A kinase-regulated PDZ-domain interaction controls endocytic sorting of the β2-adrenergic receptor

A fundamental question in cell biology is how membrane proteins are sorted in the endocytic pathway. The sorting of internalized β2-adrenergic receptors between recycling endosomes and lysosomes is responsible for opposite effects on signal transduction and is regulated by physiological stimuli1,2. Here we describe a mechanism that controls this sorting operation, which is mediated by a family of conserved protein-interaction modules called PDZ domains3. The phosphoprotein EBP50 (for ezrin–radixin–moesin(ERM)-binding phosphoprotein-50)4 binds to the cytoplasmic tail of the β2-adrenergic receptor through a PDZ domain and to the cortical actin cytoskeleton through an ERM-binding domain. Disrupting the interaction of EBP50 with either domain or depolymerization of the actin cytoskeleton itself causes missorting of endocytosed β2-adrenergic receptors but does not affect the recycling of transferrin receptors.

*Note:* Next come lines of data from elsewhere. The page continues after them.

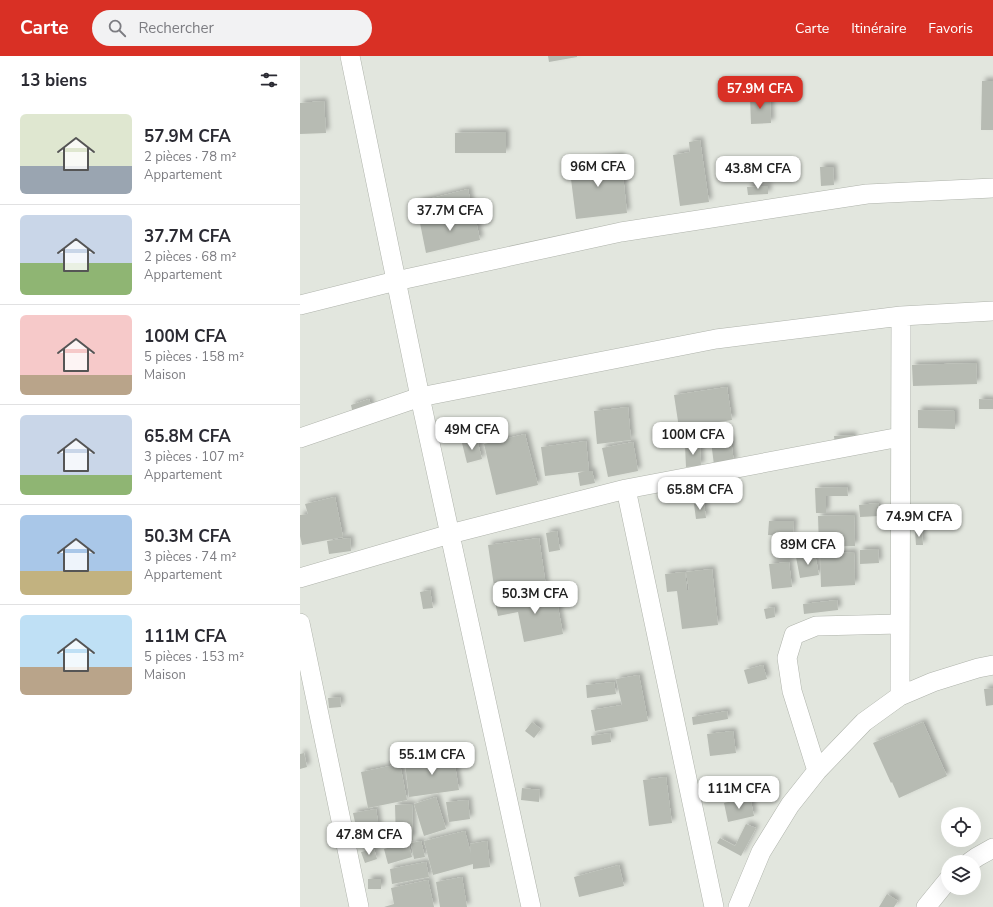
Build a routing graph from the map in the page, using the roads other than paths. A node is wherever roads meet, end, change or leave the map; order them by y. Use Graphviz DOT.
graph roads {
  1 [pos="350,56"];
  2 [pos="993,188"];
  3 [pos="396,281"];
  4 [pos="300,305"];
  5 [pos="993,311"];
  6 [pos="901,316"];
  7 [pos="420,397"];
  8 [pos="900,437"];
  9 [pos="300,438"];
  10 [pos="626,489"];
  11 [pos="450,534"];
  12 [pos="300,578"];
  13 [pos="300,623"];
  14 [pos="900,624"];
  15 [pos="993,665"];
  16 [pos="900,696"];
  17 [pos="817,771"];
  18 [pos="993,848"];
  19 [pos="981,855"];
  20 [pos="941,889"];
  21 [pos="359,907"];
  22 [pos="531,907"];
  23 [pos="714,907"];
  24 [pos="738,907"];
  25 [pos="926,907"];
  1 -- 3 [label="street"];
  2 -- 3 [label="street"];
  3 -- 4 [label="street"];
  3 -- 7 [label="street"];
  5 -- 6 [label="street"];
  6 -- 7 [label="street"];
  6 -- 8 [label="street"];
  7 -- 9 [label="street"];
  7 -- 11 [label="street"];
  8 -- 10 [label="street"];
  8 -- 14 [label="street"];
  10 -- 11 [label="street"];
  10 -- 23 [label="street"];
  11 -- 12 [label="street"];
  11 -- 22 [label="street"];
  13 -- 21 [label="street"];
  14 -- 16 [label="street"];
  14 -- 17 [label="street"];
  15 -- 16 [label="street"];
  16 -- 17 [label="street"];
  17 -- 24 [label="street"];
  18 -- 19 [label="street"];
  20 -- 25 [label="street"];
}
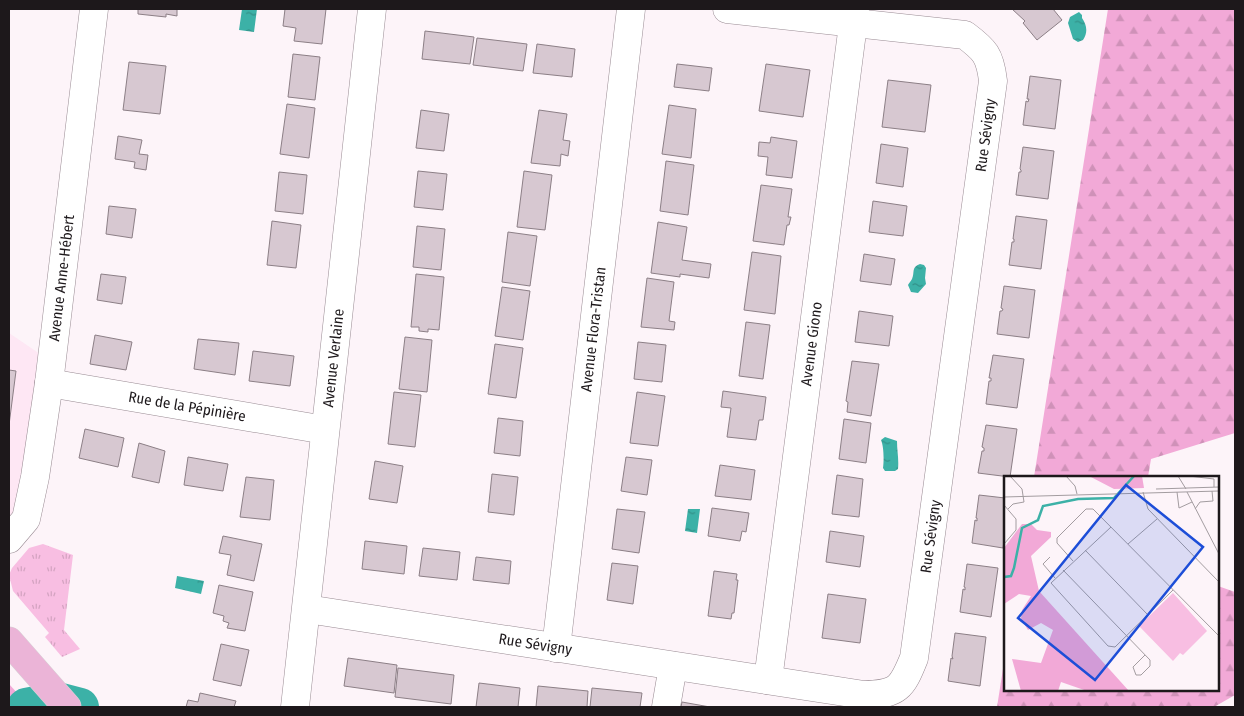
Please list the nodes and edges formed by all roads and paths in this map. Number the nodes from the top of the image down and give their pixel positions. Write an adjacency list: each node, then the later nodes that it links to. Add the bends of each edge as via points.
1 (94, 9): 6 (street, Avenue Anne-Hébert)
2 (372, 9): 7 (street, Avenue Verlaine)
3 (631, 9): 11 (street, Avenue Flora-Tristan)
4 (726, 9): 5 (street, Rue Sévigny)
5 (854, 15): 13 (street, Avenue Giono); 15 (street, Rue Sévigny, via 965,35 982,48 991,63 993,81 914,658 906,679 896,690)
6 (49, 383): 7 (street, Rue de la Pépinière); 8 (street, Avenue Anne-Hébert, via 26,519)
7 (325, 430): 9 (street, Avenue Verlaine)
8 (9, 539)
9 (307, 610): 11 (street, Rue Sévigny); 16 (street, Avenue Verlaine)
10 (9, 641): 14 (main road)
11 (556, 648): 12 (street, Rue Sévigny)
12 (673, 666): 13 (street, Rue Sévigny); 17 (street)
13 (768, 680): 15 (street, Rue Sévigny)
14 (59, 698)
15 (846, 700)
16 (295, 707)
17 (666, 707)

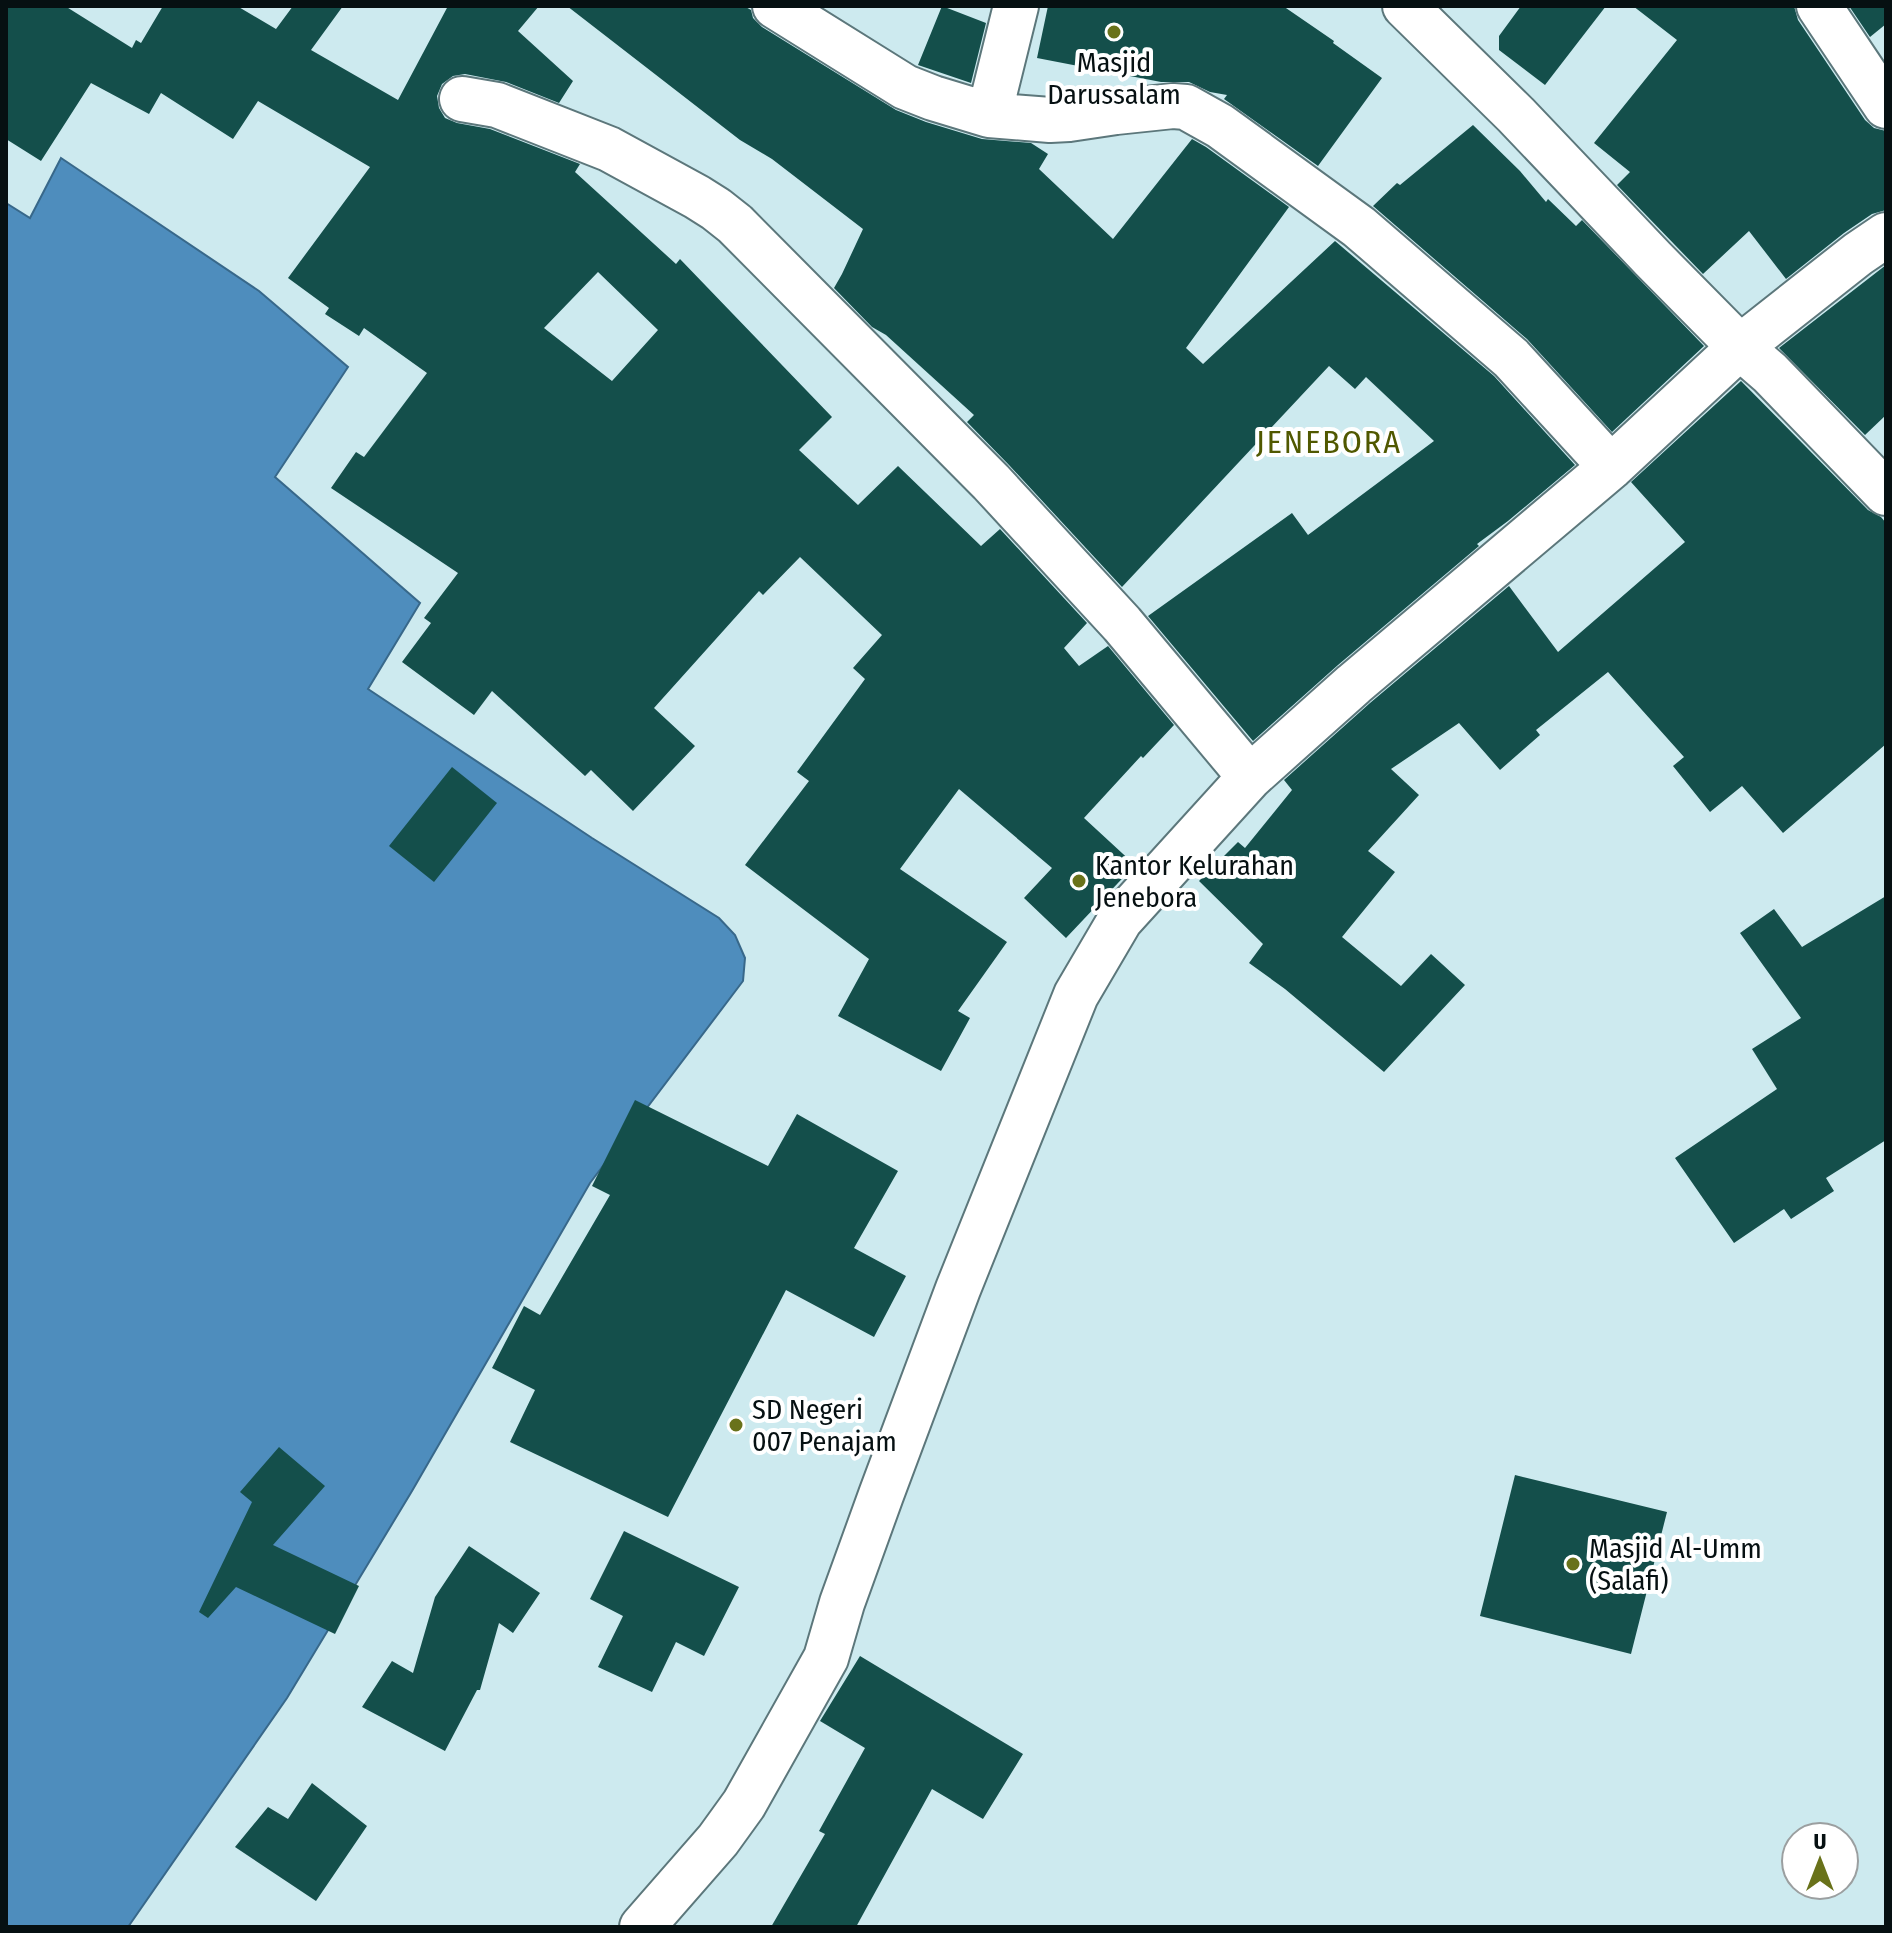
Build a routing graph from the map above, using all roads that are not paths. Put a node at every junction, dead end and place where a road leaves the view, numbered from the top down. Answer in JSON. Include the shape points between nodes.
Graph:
{"nodes":[{"id":1,"x":775,"y":6,"type":"edge"},
{"id":2,"x":1016,"y":6,"type":"edge"},
{"id":3,"x":1405,"y":6,"type":"edge"},
{"id":4,"x":1819,"y":6,"type":"edge"},
{"id":5,"x":462,"y":99,"type":"dead end"},
{"id":6,"x":1886,"y":106,"type":"edge"},
{"id":7,"x":989,"y":115,"type":"junction"},
{"id":8,"x":1886,"y":235,"type":"edge"},
{"id":9,"x":1740,"y":347,"type":"junction"},
{"id":10,"x":1611,"y":467,"type":"junction"},
{"id":11,"x":1886,"y":493,"type":"edge"},
{"id":12,"x":1250,"y":777,"type":"junction"},
{"id":13,"x":642,"y":1927,"type":"edge"}],
"edges":[{"from":1,"to":7,"type":"street","via":[[905,87]]},
{"from":2,"to":7,"type":"street"},
{"from":3,"to":9,"type":"street"},
{"from":4,"to":6,"type":"street"},
{"from":5,"to":12,"type":"street","via":[[497,105],[609,149],[735,224],[991,482],[1122,624]]},
{"from":7,"to":10,"type":"street","via":[[1050,120],[1173,106],[1193,110],[1359,227],[1511,358]]},
{"from":8,"to":9,"type":"street"},
{"from":9,"to":10,"type":"street"},
{"from":9,"to":11,"type":"street"},
{"from":10,"to":12,"type":"street"},
{"from":12,"to":13,"type":"street","via":[[1120,920],[1076,995],[958,1289],[826,1658],[744,1804]]}]}
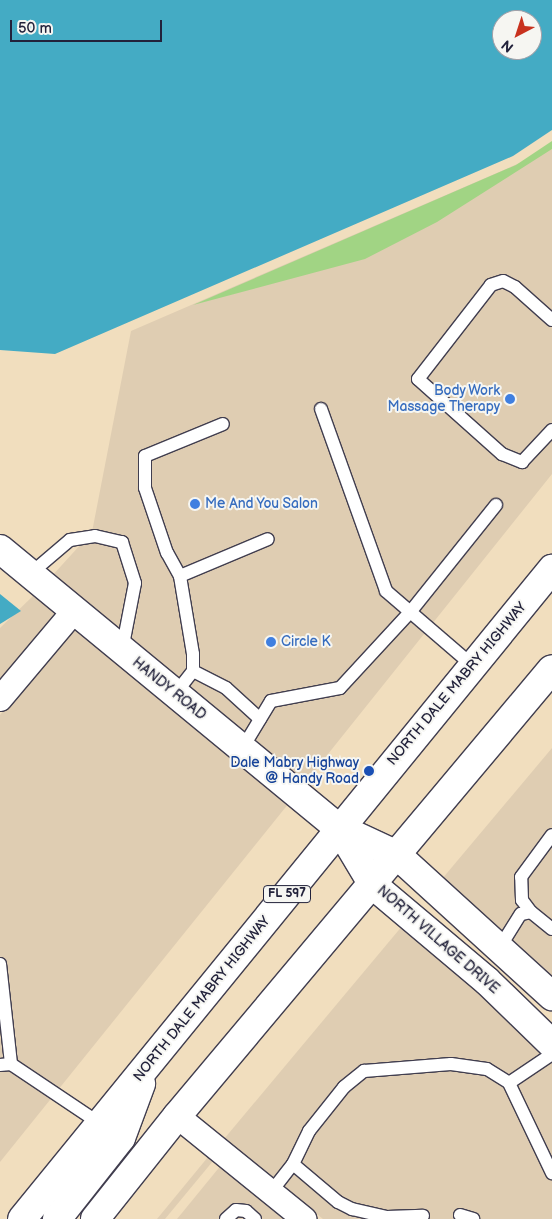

A serine residue at position 411 in the tail of the β2-adrenergic receptor is a substrate for phosphorylation by GRK-5 (for G-protein-coupled-receptor kinase-5) (ref. 5) and is required for interaction with EBP50 and for proper recycling of the receptor. Our results identify a new role for PDZ-domain-mediated protein interactions and for the actin cytoskeleton in endocytic sorting, and suggest a mechanism by which GRK-mediated phosphorylation could regulate membrane trafficking of G-protein-coupled receptors after endocytosis.